What Was It Like, Mr. Emperor? Life in China’s Forbidden City
Children everywhere will be amazed to read that heirs to the imperial throne of China were schooled from 5:00 am until 3:00 pm seven days a week with only five holidays each year! By comparison, this makes contemporary education appear super easy. What Was It Like, Mr. Emperor?: Life in China’s Forbidden City is an attractive one hundred and eight page hardcover book that answers the question asked in the title by showing aspects of the daily life of each ruler within the enormous Imperial Palace complex, of 980 buildings and nearly 10,000 rooms, called the Forbidden City. I’ve been there. It is truly amazing. The map below and the photographs are meant to give context, but are not in the book. Share this fascinating slice of history and royal life, illustrated for young people, with your child.
The book shows that beginning in 206 BC Imperial Palace court officials recommended to the emperor that “studying is the only noble thing to do in life” and consequently there were always more scholars on the palace staff than military men. The emperor’s daily needs were well satisfied as shown by the list of foods cooked each day for him, although his meals were always tested first by an entourage of eunuchs. Poison and other risks to the emperor’s life needed to be guarded against. Thousands of eunuchs, female consorts, and others supplied the emperor’s every desire.
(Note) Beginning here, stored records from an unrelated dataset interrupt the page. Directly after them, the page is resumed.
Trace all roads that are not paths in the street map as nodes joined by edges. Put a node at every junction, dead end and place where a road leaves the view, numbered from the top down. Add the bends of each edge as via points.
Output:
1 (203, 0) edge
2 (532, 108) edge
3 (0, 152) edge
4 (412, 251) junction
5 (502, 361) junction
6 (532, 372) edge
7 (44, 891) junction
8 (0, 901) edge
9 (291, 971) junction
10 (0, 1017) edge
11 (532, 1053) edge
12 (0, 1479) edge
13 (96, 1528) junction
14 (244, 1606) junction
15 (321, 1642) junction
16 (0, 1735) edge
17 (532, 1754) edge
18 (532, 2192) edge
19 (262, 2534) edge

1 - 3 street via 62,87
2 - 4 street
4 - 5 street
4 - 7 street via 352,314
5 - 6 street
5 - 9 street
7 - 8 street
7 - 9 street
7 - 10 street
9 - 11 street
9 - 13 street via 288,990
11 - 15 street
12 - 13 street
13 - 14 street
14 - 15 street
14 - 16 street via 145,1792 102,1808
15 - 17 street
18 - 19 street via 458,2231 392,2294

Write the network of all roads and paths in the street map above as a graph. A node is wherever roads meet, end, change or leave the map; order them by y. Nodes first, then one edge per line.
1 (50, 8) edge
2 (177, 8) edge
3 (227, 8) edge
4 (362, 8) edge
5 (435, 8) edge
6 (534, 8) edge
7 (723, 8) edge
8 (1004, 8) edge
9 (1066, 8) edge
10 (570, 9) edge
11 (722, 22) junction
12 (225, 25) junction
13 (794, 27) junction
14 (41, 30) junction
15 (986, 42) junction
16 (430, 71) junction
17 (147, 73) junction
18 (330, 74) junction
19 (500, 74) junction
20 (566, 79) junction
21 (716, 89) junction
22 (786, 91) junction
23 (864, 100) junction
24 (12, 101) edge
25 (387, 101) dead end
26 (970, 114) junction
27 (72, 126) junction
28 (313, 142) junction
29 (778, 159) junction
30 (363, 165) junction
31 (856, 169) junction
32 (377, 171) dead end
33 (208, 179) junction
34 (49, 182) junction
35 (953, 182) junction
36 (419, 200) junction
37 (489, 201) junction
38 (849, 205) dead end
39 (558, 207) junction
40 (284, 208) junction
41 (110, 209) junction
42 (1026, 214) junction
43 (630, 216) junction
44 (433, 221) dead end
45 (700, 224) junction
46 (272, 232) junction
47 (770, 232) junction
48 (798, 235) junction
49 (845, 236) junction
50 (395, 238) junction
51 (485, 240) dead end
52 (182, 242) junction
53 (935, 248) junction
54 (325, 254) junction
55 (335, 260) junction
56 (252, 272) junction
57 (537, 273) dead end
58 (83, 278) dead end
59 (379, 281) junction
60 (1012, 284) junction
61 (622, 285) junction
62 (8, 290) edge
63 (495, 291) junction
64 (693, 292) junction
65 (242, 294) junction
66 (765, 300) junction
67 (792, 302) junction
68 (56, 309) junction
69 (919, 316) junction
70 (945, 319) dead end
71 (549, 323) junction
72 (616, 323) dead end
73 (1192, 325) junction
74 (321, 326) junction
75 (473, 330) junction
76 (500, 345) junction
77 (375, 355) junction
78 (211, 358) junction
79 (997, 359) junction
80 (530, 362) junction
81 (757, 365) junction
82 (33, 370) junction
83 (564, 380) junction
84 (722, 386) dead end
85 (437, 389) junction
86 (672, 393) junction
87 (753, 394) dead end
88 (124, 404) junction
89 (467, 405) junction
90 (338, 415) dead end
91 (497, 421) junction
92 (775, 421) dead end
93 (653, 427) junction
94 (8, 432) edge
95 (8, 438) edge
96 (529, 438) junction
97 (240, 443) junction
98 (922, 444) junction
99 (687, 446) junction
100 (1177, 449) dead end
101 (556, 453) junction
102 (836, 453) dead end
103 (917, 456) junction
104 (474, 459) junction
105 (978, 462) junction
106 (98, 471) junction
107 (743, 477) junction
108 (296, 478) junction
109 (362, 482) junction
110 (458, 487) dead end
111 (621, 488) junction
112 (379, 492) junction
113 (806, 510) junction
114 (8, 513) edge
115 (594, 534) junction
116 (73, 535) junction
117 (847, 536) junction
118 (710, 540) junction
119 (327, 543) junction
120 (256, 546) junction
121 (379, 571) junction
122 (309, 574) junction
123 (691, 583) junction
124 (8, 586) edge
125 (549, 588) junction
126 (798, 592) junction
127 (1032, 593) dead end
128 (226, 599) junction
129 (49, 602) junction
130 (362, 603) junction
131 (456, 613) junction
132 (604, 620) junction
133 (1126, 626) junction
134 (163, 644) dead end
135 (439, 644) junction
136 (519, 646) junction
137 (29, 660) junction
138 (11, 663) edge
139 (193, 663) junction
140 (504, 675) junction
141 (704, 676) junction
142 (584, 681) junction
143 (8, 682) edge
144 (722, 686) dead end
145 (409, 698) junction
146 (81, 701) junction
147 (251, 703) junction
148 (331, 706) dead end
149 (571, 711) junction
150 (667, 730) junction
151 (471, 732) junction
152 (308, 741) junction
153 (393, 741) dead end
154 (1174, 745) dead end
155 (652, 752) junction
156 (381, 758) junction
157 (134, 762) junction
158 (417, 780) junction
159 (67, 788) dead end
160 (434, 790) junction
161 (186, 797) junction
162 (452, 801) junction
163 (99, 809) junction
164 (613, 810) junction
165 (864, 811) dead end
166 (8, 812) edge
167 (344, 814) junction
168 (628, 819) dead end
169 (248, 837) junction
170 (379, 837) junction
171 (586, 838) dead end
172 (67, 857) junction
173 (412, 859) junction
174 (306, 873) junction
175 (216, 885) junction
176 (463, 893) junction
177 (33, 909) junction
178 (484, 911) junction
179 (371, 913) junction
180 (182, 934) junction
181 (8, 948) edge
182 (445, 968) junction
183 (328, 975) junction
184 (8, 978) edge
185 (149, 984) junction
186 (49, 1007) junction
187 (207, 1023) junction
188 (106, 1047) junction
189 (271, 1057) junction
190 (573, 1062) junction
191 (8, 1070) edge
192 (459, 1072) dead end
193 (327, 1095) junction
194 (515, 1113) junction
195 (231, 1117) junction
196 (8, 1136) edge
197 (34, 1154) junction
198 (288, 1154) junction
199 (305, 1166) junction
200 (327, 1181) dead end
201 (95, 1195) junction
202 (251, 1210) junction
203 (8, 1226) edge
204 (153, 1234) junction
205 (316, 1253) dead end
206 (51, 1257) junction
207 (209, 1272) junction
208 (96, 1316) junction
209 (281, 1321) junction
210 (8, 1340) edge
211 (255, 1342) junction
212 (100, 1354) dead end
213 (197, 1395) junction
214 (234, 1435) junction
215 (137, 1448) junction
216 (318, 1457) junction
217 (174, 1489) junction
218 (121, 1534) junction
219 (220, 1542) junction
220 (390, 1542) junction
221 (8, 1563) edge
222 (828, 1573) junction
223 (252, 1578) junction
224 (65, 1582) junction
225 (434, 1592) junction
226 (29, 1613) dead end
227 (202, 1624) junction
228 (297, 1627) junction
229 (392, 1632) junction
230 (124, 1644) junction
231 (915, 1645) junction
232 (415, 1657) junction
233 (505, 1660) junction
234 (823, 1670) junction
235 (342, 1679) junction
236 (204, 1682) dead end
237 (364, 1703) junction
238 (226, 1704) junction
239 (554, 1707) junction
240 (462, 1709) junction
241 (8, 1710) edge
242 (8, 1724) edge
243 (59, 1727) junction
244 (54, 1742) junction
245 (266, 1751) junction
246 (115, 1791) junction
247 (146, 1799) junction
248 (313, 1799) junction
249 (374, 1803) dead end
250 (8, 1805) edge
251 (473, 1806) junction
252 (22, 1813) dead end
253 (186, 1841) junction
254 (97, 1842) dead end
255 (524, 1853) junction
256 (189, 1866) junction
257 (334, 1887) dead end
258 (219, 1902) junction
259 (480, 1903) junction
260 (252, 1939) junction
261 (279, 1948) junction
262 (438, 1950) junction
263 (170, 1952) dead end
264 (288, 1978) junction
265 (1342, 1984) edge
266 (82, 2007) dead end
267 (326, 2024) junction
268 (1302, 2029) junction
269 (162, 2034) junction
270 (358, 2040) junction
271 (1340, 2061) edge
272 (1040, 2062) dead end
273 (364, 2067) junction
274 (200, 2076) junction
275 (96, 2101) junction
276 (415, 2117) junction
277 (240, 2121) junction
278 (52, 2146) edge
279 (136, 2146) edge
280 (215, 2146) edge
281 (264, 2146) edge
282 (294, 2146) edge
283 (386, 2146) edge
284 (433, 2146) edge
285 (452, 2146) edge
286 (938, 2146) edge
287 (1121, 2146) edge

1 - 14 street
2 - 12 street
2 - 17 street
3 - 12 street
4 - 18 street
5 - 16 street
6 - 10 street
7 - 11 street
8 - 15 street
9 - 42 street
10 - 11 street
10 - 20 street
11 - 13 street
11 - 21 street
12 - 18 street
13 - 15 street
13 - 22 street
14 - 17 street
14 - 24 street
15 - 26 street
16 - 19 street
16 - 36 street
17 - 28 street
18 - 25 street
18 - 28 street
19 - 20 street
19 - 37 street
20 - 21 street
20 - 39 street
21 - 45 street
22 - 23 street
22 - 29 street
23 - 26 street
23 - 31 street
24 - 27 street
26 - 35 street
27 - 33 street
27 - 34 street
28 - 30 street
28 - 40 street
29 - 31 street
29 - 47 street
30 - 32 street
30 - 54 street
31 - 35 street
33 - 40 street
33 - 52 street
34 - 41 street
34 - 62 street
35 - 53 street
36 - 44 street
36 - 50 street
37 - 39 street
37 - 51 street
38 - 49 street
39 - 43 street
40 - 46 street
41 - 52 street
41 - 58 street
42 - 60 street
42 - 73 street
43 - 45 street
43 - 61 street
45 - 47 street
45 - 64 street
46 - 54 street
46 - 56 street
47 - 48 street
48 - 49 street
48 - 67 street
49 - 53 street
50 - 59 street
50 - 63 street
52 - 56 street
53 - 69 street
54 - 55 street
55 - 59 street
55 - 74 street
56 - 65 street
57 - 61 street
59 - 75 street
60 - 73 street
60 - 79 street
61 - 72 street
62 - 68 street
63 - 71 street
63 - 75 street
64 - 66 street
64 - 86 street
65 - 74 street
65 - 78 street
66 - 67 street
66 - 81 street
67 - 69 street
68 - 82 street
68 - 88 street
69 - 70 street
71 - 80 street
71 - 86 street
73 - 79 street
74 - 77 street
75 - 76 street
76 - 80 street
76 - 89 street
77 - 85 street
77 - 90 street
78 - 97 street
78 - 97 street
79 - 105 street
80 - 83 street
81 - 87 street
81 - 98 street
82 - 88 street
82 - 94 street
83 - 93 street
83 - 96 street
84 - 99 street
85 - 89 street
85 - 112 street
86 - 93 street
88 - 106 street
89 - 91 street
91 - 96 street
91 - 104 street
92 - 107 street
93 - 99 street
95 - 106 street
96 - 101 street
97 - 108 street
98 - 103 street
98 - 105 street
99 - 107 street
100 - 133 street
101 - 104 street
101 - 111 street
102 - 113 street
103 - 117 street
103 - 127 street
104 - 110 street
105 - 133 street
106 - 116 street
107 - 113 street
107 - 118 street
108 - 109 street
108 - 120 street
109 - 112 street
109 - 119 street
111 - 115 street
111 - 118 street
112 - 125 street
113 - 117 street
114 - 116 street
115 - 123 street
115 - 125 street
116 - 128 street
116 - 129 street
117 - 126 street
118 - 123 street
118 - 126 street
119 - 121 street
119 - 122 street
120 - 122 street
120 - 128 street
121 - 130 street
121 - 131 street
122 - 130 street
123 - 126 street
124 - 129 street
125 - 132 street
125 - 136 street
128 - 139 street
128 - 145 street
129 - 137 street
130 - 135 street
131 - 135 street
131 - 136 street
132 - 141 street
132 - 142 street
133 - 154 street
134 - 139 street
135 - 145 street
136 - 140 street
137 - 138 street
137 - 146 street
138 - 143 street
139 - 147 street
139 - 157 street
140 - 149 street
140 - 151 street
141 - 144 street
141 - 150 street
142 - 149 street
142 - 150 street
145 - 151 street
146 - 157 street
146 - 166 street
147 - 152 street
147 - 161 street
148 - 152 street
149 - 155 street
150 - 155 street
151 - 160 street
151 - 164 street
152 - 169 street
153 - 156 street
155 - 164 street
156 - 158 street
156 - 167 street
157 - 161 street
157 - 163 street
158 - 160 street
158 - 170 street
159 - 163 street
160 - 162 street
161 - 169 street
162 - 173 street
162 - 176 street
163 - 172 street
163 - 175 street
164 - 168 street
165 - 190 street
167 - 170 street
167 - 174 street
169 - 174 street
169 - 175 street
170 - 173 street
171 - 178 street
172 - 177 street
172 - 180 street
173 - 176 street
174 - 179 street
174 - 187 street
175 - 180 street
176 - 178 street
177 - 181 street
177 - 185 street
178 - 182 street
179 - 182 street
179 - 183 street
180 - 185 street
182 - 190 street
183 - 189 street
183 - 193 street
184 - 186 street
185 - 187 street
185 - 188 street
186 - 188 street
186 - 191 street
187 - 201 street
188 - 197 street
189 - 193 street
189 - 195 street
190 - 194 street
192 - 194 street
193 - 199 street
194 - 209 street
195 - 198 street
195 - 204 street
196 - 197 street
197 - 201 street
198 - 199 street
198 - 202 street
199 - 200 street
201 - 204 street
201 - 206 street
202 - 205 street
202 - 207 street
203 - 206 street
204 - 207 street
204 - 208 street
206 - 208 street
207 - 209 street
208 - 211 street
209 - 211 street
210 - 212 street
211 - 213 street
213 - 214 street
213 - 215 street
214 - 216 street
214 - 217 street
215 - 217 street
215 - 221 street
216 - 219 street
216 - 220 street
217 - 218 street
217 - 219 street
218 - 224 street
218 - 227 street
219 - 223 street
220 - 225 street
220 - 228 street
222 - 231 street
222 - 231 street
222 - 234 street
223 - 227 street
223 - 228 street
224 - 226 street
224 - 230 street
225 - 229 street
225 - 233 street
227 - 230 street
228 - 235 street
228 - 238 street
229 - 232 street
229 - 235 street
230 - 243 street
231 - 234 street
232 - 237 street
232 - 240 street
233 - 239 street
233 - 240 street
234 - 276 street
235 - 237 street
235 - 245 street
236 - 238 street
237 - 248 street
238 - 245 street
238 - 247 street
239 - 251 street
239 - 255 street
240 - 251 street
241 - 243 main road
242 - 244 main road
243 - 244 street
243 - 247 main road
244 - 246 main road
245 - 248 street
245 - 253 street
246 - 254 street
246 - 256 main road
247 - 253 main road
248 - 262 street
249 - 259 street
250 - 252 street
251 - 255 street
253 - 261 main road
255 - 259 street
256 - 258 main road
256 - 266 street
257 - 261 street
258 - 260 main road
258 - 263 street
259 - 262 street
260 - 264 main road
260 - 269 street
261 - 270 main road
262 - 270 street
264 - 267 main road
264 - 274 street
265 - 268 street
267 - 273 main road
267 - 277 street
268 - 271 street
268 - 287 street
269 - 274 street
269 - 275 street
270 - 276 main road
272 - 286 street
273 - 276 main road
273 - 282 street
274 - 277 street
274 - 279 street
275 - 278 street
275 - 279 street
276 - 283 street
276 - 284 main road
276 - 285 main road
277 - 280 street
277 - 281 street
Traditionally the first born boy of the royal family would become the next emperor, so princesses were out of luck and would instead be married off young, some even at the age of ten, to suitors from faraway lands. However there was one female emperor, Wu Zetian, who reigned for a time during the Tang Dynasty (618 – 907). Accounts suggest that she was no sweetheart.
This carefully designed book employs a beautiful yellow color throughout, perhaps in honor of Qin Shi Huangdi, who more than 4,000 years ago unified the various tribes into the nation of Chinese people, becoming their first emperor. He was nicknamed the Yellow Emperor. The simple graphic novel style drawings with thick black outlines and the clean page layouts, along with easy to understand text, showcase a surprising amount of information in an accessible way. This may be a good resource for report writing at the younger grade levels and there are many basic facts of interest to the book’s young audience.
Kids will be intrigued by the 12 personality symbols embroidered into every emperor’s imperial robe starting in the Zhou Dynasty (1046-256 B.C.), brief bios of the Ming and Qing emperors (some wise and brave, others not), and accounts of uprisings and entertainments. There is one set of gatefolds to illustrate the ceremony at the Hall of Supreme Harmony in the Forbidden City where Emperor Shunzhi was crowned at the age of six and eventually began his reign when only fourteen, as was customary.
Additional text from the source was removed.